EXERCISE DATA Block Start
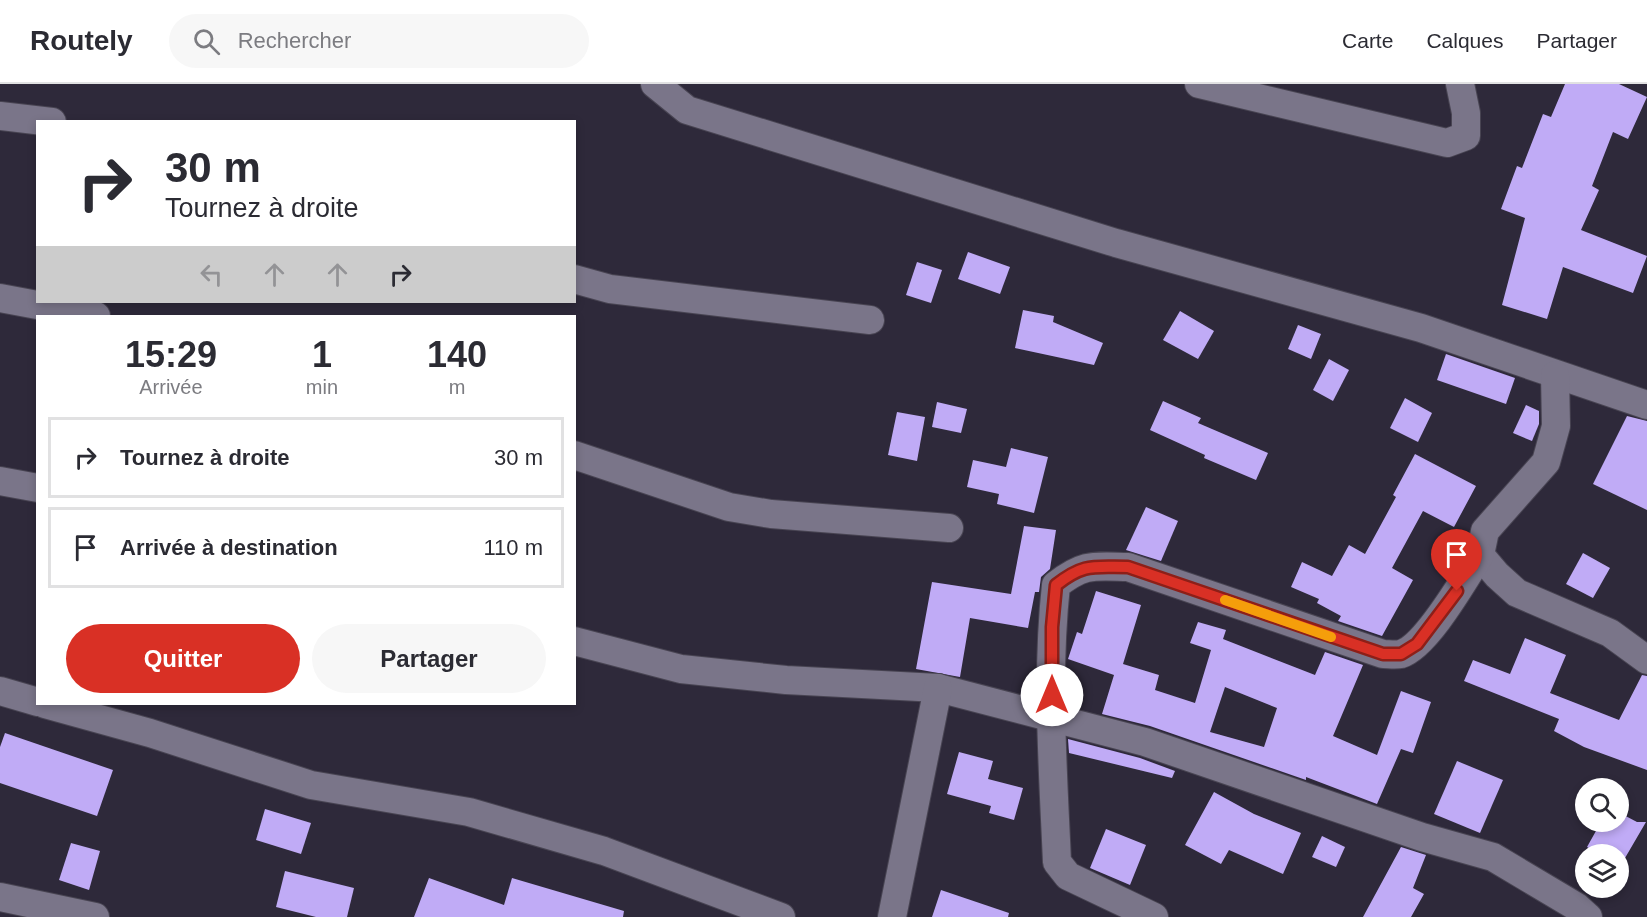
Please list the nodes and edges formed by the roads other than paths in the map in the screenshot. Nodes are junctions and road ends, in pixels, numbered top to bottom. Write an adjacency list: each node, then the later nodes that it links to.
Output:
1 (655, 84): 10 (street)
2 (1198, 84): 3 (street)
3 (1460, 84)
4 (0, 116): 5 (street)
5 (36, 120)
6 (576, 280): 9 (street)
7 (0, 298): 8 (street)
8 (91, 315)
9 (870, 320)
10 (1555, 375): 11 (street); 16 (street)
11 (1647, 405)
12 (576, 456): 15 (street)
13 (0, 481): 14 (street)
14 (36, 488)
15 (949, 528)
16 (1480, 555): 18 (street); 23 (street)
17 (576, 642): 19 (street)
18 (1647, 660)
19 (938, 688): 23 (street); 27 (street)
20 (0, 691): 21 (street)
21 (36, 701)
22 (49, 705): 26 (street)
23 (1052, 718): 28 (street); 29 (street)
24 (0, 897): 25 (street)
25 (95, 917)
26 (781, 917)
27 (891, 917)
28 (1154, 917)
29 (1588, 917)

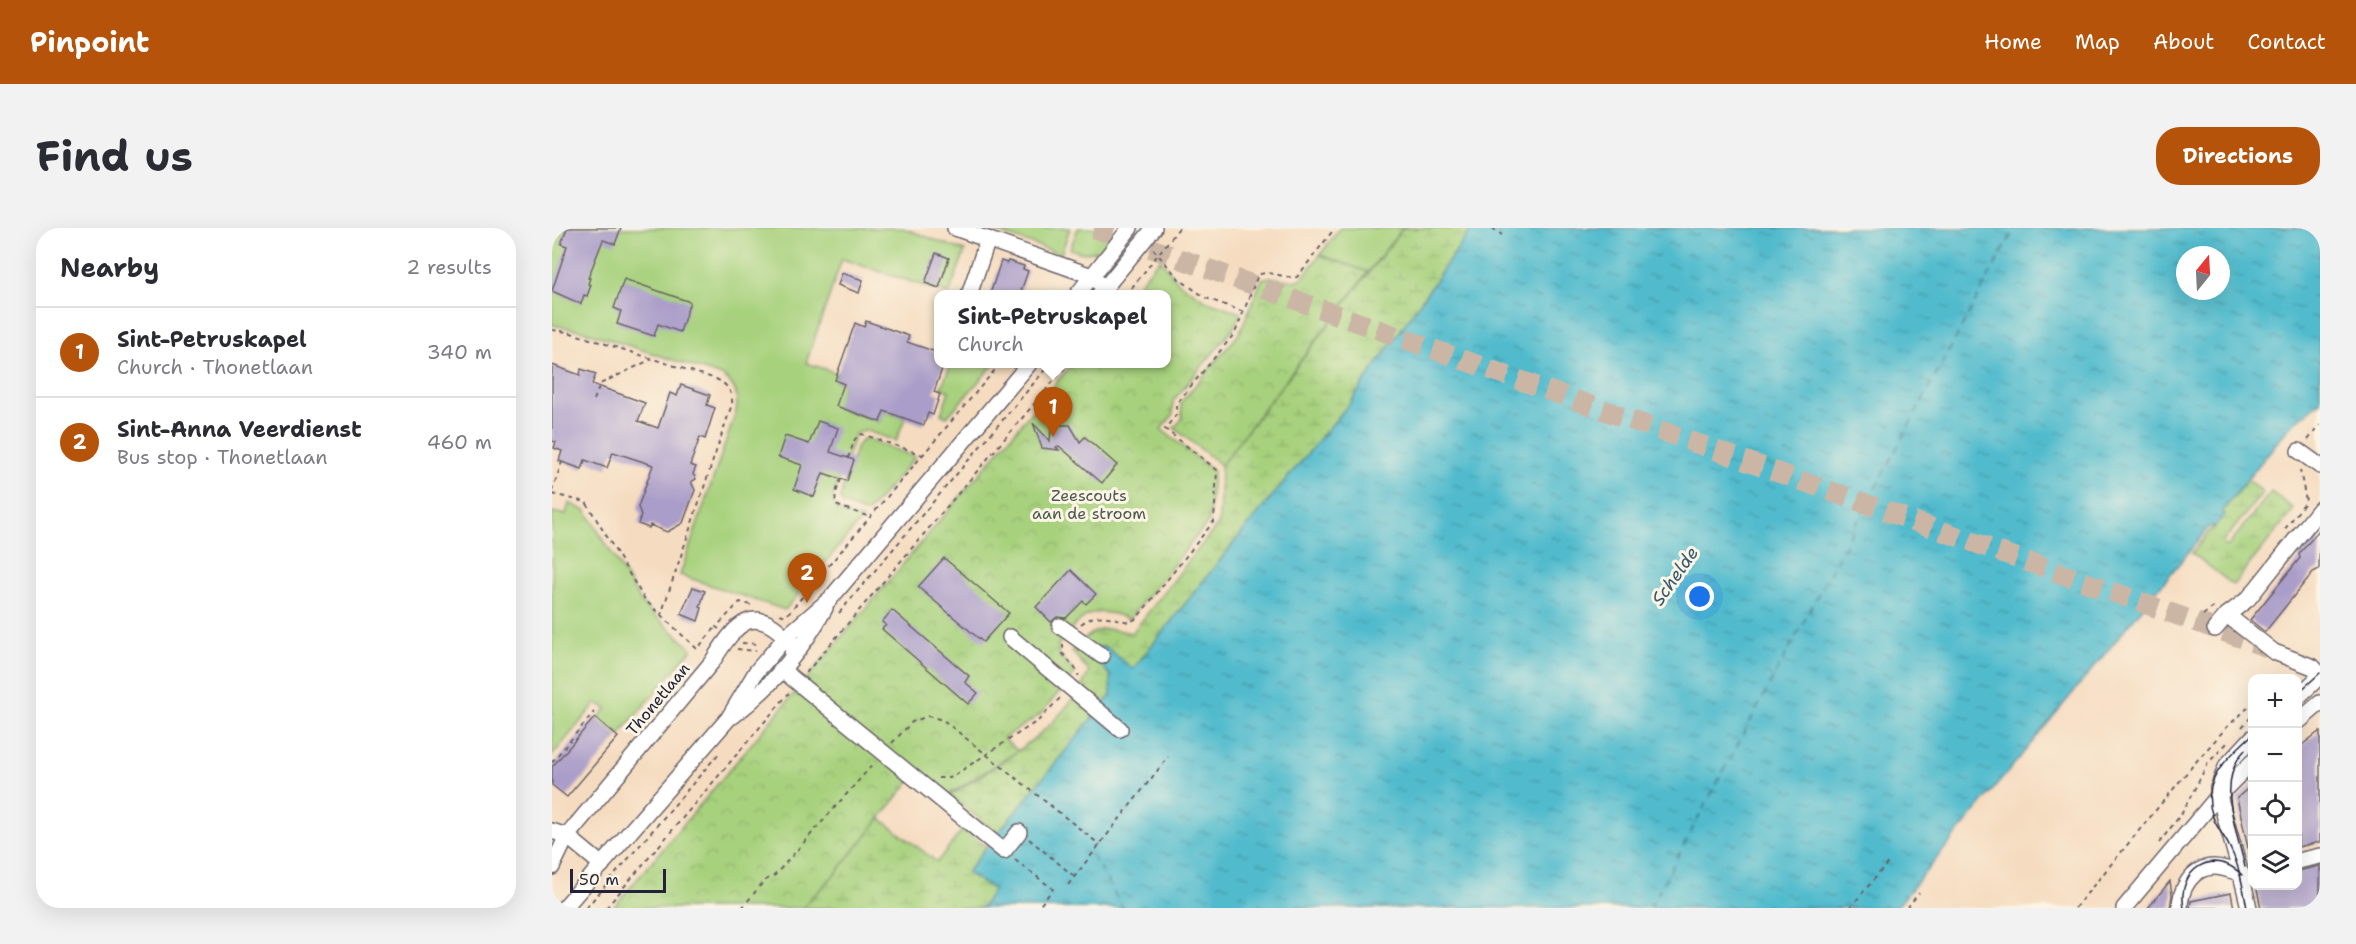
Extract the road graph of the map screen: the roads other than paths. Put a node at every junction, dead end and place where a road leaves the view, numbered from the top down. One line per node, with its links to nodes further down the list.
EXERCISE DATA Block End
- TASK STATEMENT: The lines you need are those containing "links"; find them in the records and copy them.

- FINAL ANSWER:
Please list the nodes and edges formed by the roads other than paths in the map in the screenshot. Nodes are junctions and road ends, in pixels, numbered top to bottom. Write an adjacency list: each node, then the later nodes that it links to.
Extract the road graph of the map screen: the roads other than paths. Put a node at every junction, dead end and place where a road leaves the view, numbered from the top down. One line per node, with its links to nodes further down the list.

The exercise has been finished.